慢性的に下痢を起こす場合は、慢性特発性腸疾患や悪性腫瘍なども疑われます。

その他、与えている食物に対するアレルギー症状やホルモン異常の可能性など下痢を引き起こす病気は数多くあるため、動物病院でしっかりと検査を行い治療する必要があります。

消化器官の内部寄生虫

消化器官の内部寄生虫の場合、下痢のみならず消化物を吸収してしまったり、腸から血液を吸い込んでしまったりする危険性があり、様々な症状を引き起こすため注意が必要です。

細菌性腸炎

細菌性の腸炎の場合、初期症状で最も現れやすいのが下痢です。

感染した細菌の種類や炎症が起きている部位などによって引き起こされる症状は異なりますが、細菌性腸炎はその原因に関わらず下痢症状は必ずといって良いほど起こります。
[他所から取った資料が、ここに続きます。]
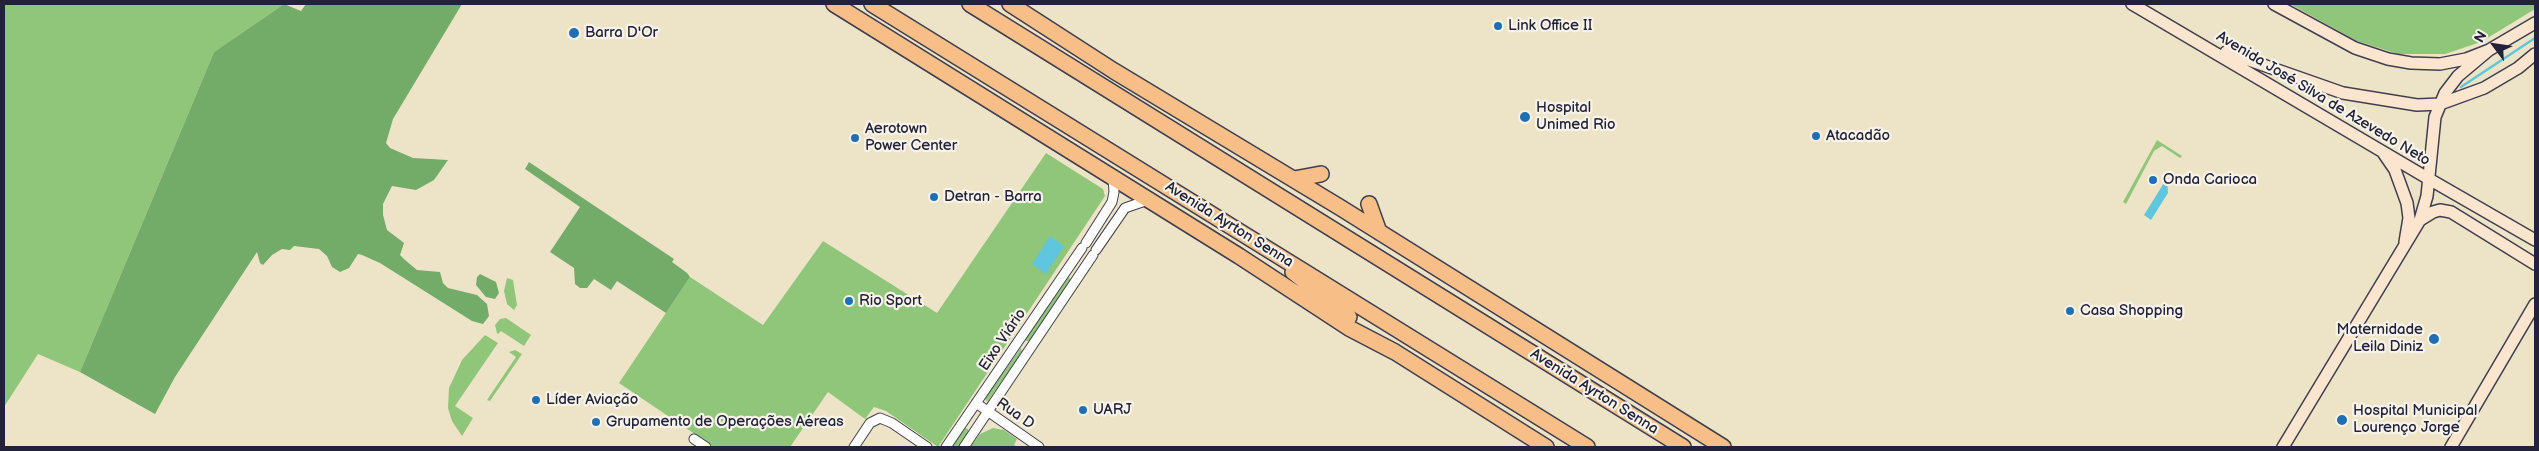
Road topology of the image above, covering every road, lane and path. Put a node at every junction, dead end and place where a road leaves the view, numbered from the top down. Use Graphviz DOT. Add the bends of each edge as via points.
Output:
graph roads {
  1 [pos="834,4"];
  2 [pos="872,4"];
  3 [pos="970,4"];
  4 [pos="1009,4"];
  5 [pos="2132,4"];
  6 [pos="2274,4"];
  7 [pos="2535,23"];
  8 [pos="2202,44"];
  9 [pos="2489,50"];
  10 [pos="2535,54"];
  11 [pos="1107,88"];
  12 [pos="970,89"];
  13 [pos="2440,104"];
  14 [pos="1092,140"];
  15 [pos="2382,150"];
  16 [pos="1321,174"];
  17 [pos="1113,178"];
  18 [pos="1294,179"];
  19 [pos="2429,180"];
  20 [pos="1148,200"];
  21 [pos="1291,203"];
  22 [pos="1369,204"];
  23 [pos="1109,207"];
  24 [pos="1120,214"];
  25 [pos="2420,220"];
  26 [pos="1379,232"];
  27 [pos="2535,240"];
  28 [pos="1396,242"];
  29 [pos="2402,254"];
  30 [pos="1285,260"];
  31 [pos="2535,264"];
  32 [pos="2535,304"];
  33 [pos="1395,352"];
  34 [pos="976,403"];
  35 [pos="989,412"];
  36 [pos="965,420"];
  37 [pos="978,428"];
  38 [pos="694,439"];
  39 [pos="706,447"];
  40 [pos="854,447"];
  41 [pos="927,447"];
  42 [pos="946,447"];
  43 [pos="964,447"];
  44 [pos="1039,447"];
  45 [pos="1546,447"];
  46 [pos="1587,447"];
  47 [pos="1683,447"];
  48 [pos="1723,447"];
  49 [pos="2283,447"];
  50 [pos="2451,447"];
  1 -- 12 [label="highway, Avenida Ayrton Senna"];
  2 -- 14 [label="highway, Avenida Ayrton Senna"];
  3 -- 11 [label="highway, Avenida Ayrton Senna"];
  4 -- 11 [label="highway"];
  4 -- 18 [label="highway, Avenida Ayrton Senna"];
  5 -- 8 [label="street, Avenida José Silva de Azevedo Neto"];
  6 -- 9 [label="street" via="2355,48 2388,59 2440,64"];
  7 -- 9 [label="street"];
  8 -- 13 [label="street, Avenida José Silva de Azevedo Neto" via="2344,93 2417,105"];
  8 -- 15 [label="street, Avenida José Silva de Azevedo Neto"];
  9 -- 13 [label="street" via="2458,76"];
  10 -- 13 [label="street, Avenida José Silva de Azevedo Neto" via="2484,88"];
  11 -- 21 [label="highway, Avenida Ayrton Senna"];
  12 -- 14 [label="highway"];
  12 -- 17 [label="highway, Avenida Ayrton Senna"];
  13 -- 19 [label="street" via="2432,131"];
  14 -- 30 [label="highway, Avenida Ayrton Senna"];
  15 -- 19 [label="street, Avenida José Silva de Azevedo Neto"];
  15 -- 29 [label="street" via="2395,170 2407,203"];
  16 -- 18 [label="highway"];
  17 -- 20 [label="highway, Avenida Ayrton Senna"];
  17 -- 23 [label="street, Eixo Viário" via="1114,192"];
  18 -- 26 [label="highway, Avenida Ayrton Senna"];
  19 -- 25 [label="street"];
  19 -- 27 [label="street, Avenida José Silva de Azevedo Neto"];
  20 -- 24 [label="street, Eixo Viário" via="1132,204"];
  20 -- 33 [label="highway, Avenida Ayrton Senna" via="1349,328"];
  21 -- 28 [label="highway"];
  21 -- 47 [label="highway, Avenida Ayrton Senna"];
  22 -- 26 [label="highway"];
  23 -- 24 [label="street"];
  23 -- 34 [label="street, Eixo Viário"];
  24 -- 35 [label="street, Eixo Viário"];
  25 -- 29 [label="street"];
  25 -- 31 [label="street" via="2440,210 2451,212"];
  26 -- 28 [label="highway, Avenida Ayrton Senna"];
  28 -- 48 [label="highway, Avenida Ayrton Senna"];
  29 -- 49 [label="street"];
  30 -- 33 [label="highway" via="1297,277"];
  30 -- 46 [label="highway, Avenida Ayrton Senna"];
  32 -- 50 [label="street"];
  33 -- 45 [label="highway, Avenida Ayrton Senna"];
  34 -- 35 [label="street, Rua D"];
  34 -- 36 [label="street, Eixo Viário"];
  35 -- 37 [label="street, Eixo Viário"];
  35 -- 44 [label="street, Rua D"];
  36 -- 37 [label="street"];
  36 -- 42 [label="street, Eixo Viário"];
  37 -- 43 [label="street, Eixo Viário"];
  38 -- 39 [label="street"];
  40 -- 41 [label="street" via="876,419 885,419"];
}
食中毒の原因となるサルモネラ菌や、毒性の強い腫の大腸菌などがあります。

ジステンパー

ジステンパーの場合は、下痢以外にも鼻水や目ヤニ、痙攣を中心とする神経症状が同時に引き起こされることがあります。大抵は生後6か月以内の犬に多いため、子犬の下痢には注意しましょう。

コロナウイルス性腸炎

コロナウイルス性腸炎は激しい下痢や嘔吐を伴う腸炎で、感染すると悪臭が強いオレンジがかった軟便から血液の混ざった下痢になるケースが多いと考えられています。
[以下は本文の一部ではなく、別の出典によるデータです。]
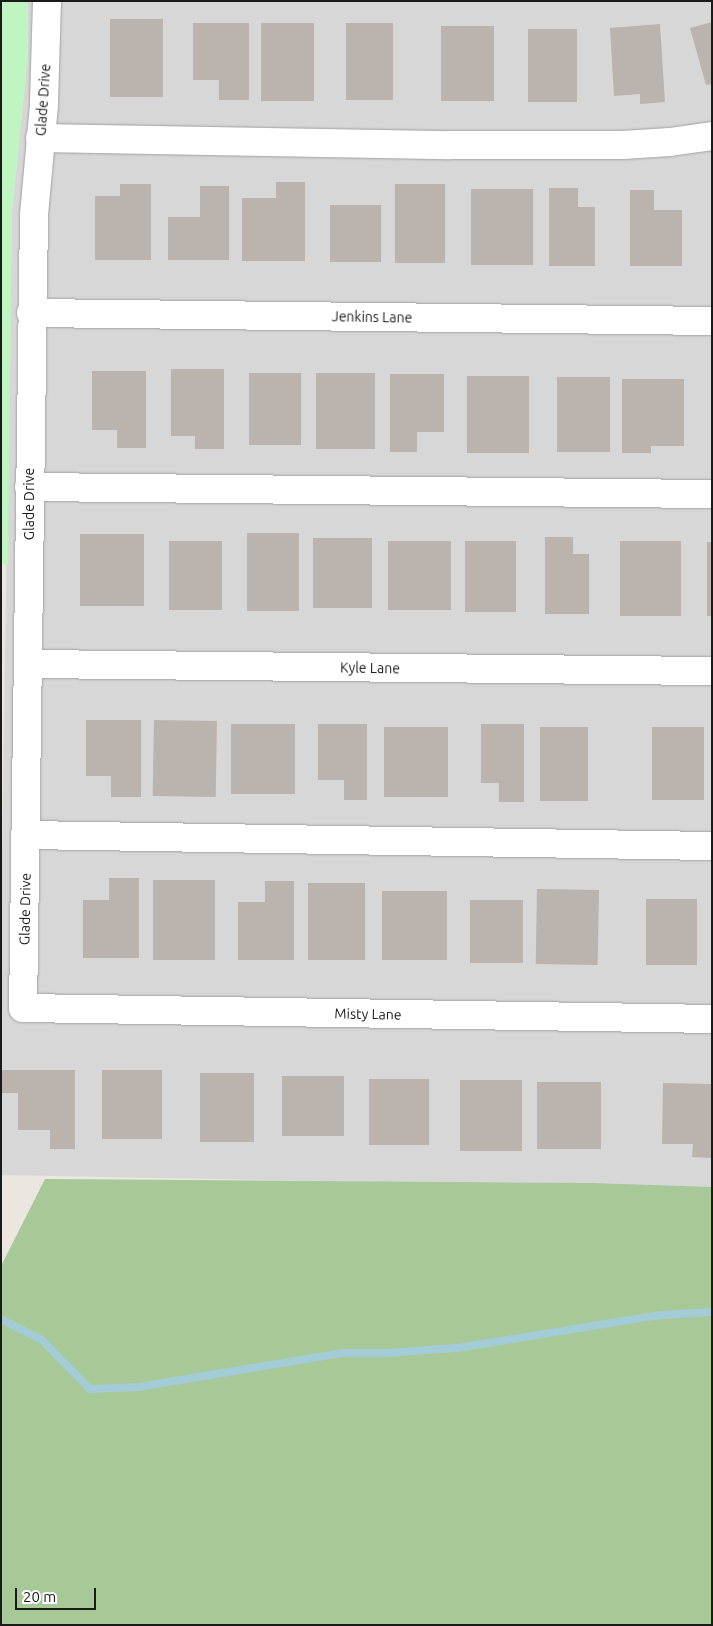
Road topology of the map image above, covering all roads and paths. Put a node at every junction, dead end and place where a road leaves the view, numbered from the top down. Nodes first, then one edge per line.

成犬の場合は症状がでない場合もありますが、子犬に関しては死亡する可能性もあるので早急に対処しなければいけません。

パルボウイルス

パルボウイルスによって下痢になる場合、大抵は激しい嘔吐も引き起こされます。

パルボウイルスは死亡率の高い病気ですので、下痢に合わせて激しい嘔吐がある場合は早急に動物病院で検査を行いましょう。

腸の炎症

腸の炎症は下痢の直接的原因となりますが、小腸の炎症の場合は持続的な下痢症状のほか、栄養の吸収が妨げられ、食欲不振・体重減少なども引き起こす可能性があります。

大腸炎の場合は便内に粘液や血液が混ざりこむことがあり、腸の炎症に関しては原因が様々です。

犬に起こる下痢についてまとめ

犬の下痢で悩む飼い主さんは多く、たかが下痢であると放置してしまう事もあるかと思います。

下痢の原因は一概に病気であるとは言えず、一時的な要因で絶食や下痢止めの利用、食事内容の見直しなどによって数日で改善することもありますが、子犬や老犬・病気などによって体力がない犬の場合は注意が必要です。

特に急性の下痢や進行度合いが速い下痢に関しては、時に数日程度で命の危険を伴うこともあります。

犬の年齢や健康状態によって異なりますが、たかが下痢であると判断せずに獣医師に相談のうえ適切な検査を受けて原因に応じた対策を練りましょう。